The Federal Government has moved to boost the ability of foreign grocery retailers to expand their Australian operations by easing time frames for the development of property earmarked for shopping centres.
Competition Policy and Consumer Affairs Minister Chris Bowen yesterday announced that the period foreign companies have to develop vacant land will be extended from 12 months to five years.
Foreign owned retailers such as Aldi and Franklins told a recent inquiry into grocery prices that difficulties in the property development process was preventing them establishing a greater presence in the Australian market.
Bowen says the change is aimed at improving competition in the retail grocery sector.
“The current time limit on foreign investors discourages new competitors from entering the market and prevents some existing competitors from expanding their business because they cannot secure forward purchases of land in growth areas and ‘greenfields’ sites,” Bowen says.

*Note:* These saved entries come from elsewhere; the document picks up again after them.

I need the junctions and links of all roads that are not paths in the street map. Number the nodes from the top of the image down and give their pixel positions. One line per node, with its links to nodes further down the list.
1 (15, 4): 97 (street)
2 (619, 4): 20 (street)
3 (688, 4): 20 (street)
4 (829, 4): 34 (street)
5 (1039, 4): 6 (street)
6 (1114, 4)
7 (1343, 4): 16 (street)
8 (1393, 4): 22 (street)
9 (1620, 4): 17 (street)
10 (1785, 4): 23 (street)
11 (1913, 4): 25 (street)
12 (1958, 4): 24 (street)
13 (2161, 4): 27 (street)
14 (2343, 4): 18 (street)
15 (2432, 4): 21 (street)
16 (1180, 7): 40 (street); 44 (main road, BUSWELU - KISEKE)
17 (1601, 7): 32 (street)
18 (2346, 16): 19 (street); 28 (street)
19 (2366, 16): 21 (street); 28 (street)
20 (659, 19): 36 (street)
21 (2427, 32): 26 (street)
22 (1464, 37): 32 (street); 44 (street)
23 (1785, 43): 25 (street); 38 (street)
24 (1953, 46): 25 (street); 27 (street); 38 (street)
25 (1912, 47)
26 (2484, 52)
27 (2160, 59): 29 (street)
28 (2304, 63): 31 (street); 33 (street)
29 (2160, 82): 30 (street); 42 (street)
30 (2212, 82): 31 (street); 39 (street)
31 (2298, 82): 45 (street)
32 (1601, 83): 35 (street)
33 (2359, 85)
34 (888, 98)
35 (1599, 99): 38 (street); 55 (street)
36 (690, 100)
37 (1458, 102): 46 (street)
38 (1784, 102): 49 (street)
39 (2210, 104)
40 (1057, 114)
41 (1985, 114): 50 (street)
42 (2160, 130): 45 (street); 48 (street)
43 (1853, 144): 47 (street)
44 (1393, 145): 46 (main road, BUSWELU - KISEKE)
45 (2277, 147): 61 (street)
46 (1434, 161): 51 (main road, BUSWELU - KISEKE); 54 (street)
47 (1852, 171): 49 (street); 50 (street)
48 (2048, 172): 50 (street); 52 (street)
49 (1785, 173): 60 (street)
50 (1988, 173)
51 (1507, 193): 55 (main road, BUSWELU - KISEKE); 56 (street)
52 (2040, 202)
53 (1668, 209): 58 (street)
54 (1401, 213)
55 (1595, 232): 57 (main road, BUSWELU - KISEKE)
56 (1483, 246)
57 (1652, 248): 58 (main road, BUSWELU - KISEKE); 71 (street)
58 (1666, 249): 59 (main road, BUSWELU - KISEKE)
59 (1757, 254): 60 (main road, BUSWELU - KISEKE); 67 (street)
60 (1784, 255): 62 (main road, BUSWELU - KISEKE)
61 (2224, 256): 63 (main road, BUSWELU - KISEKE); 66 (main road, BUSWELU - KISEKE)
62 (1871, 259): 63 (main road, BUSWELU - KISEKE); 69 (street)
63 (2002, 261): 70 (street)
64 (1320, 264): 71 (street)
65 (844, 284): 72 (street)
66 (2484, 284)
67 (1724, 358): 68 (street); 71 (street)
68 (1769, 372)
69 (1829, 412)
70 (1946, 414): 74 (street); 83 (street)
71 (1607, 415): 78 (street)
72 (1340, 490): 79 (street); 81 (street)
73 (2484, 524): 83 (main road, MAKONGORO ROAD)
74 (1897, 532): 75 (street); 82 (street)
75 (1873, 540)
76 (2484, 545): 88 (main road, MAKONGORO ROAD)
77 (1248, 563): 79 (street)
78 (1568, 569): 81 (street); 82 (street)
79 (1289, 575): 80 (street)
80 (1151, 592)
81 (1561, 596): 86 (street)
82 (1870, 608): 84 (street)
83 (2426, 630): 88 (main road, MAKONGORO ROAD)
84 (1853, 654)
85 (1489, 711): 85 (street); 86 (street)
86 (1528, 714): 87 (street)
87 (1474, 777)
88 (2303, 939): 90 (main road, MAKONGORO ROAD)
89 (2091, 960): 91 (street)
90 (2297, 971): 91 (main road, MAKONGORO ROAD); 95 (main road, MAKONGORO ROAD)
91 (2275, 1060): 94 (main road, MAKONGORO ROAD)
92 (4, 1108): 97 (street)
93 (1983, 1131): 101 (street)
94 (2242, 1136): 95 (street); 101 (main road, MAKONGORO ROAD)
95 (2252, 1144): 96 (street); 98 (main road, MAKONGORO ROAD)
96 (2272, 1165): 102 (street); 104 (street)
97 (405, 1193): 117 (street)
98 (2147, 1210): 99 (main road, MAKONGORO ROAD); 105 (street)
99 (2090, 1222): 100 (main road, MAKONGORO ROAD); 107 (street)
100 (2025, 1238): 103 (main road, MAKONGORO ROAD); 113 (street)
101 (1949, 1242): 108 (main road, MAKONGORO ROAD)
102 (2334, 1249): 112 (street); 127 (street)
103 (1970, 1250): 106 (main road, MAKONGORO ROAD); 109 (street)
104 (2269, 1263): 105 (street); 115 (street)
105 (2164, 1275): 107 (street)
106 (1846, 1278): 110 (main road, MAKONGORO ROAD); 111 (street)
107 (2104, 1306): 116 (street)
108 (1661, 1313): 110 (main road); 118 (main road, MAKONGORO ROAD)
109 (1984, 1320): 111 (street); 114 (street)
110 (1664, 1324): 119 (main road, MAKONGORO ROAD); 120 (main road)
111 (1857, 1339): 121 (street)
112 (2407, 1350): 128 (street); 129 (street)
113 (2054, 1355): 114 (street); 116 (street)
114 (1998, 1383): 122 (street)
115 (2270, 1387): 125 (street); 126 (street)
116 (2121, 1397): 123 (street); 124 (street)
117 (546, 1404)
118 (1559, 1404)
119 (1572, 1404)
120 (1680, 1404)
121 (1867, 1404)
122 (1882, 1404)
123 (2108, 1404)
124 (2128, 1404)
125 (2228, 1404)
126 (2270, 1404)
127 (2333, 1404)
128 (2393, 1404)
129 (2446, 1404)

But the announcement has met with a lukewarm response from retail groups, with several doubting whether the changes will be effective or whether foreign retailers are in a position to inject significant new competition into the sector.
“In terms of overall competition it doesn’t resolve any of the more fundamental issues relating to market concentration,” National Association of Retail Grocers of Australia chief executive Ken Henrick says. “You just can’t resolve competition issues by getting more foreign retailers into the market, particularly given the relatively small numbers involved.”
For those that are inclined to move, however, it appears now could be a good time to snap up some retail property bargains, with reports of weak results at auctions of retail property.
According to reports, just 10 of 21 retail properties located in Victoria, NSW and Queensland put up for auction by Burgess Rawson yesterday were sold, with yields ranging from 4.6% to 8%.